WHAT TO PRODUCE: A single number is expected: the count of lines below where the word "Route" occurs.

DATA EXTRACTS:
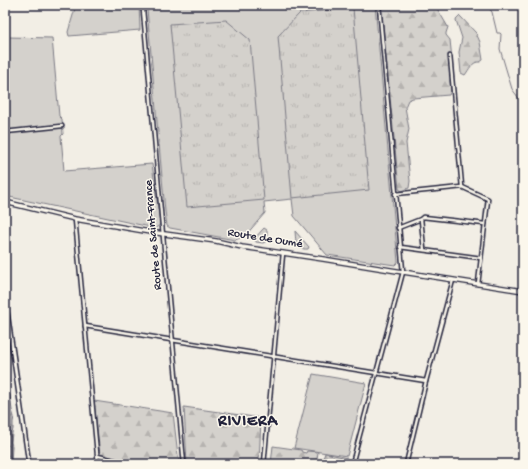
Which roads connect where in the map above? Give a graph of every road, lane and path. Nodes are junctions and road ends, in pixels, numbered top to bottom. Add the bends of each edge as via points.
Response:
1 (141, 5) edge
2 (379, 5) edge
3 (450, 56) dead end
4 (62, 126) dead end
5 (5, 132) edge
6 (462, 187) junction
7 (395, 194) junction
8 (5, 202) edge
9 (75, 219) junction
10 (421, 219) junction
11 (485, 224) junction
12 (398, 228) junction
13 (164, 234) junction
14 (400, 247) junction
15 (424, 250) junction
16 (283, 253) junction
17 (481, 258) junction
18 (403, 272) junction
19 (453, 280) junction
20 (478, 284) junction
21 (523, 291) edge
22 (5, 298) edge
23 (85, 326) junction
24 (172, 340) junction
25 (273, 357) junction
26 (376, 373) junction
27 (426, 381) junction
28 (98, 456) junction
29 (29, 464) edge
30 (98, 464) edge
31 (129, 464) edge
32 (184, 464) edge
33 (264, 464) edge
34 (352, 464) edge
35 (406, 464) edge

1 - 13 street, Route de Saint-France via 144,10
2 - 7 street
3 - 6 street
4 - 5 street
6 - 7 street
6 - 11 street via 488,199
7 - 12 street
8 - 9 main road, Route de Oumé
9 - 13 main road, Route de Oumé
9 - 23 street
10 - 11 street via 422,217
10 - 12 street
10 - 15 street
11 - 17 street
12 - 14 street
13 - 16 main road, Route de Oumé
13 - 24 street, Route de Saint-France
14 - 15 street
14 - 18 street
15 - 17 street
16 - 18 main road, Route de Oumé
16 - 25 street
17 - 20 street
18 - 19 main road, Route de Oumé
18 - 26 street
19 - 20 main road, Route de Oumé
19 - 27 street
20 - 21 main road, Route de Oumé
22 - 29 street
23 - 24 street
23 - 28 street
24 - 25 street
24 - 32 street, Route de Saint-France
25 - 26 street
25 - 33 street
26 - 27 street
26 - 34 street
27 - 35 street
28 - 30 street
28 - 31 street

ANSWER BELOW: 10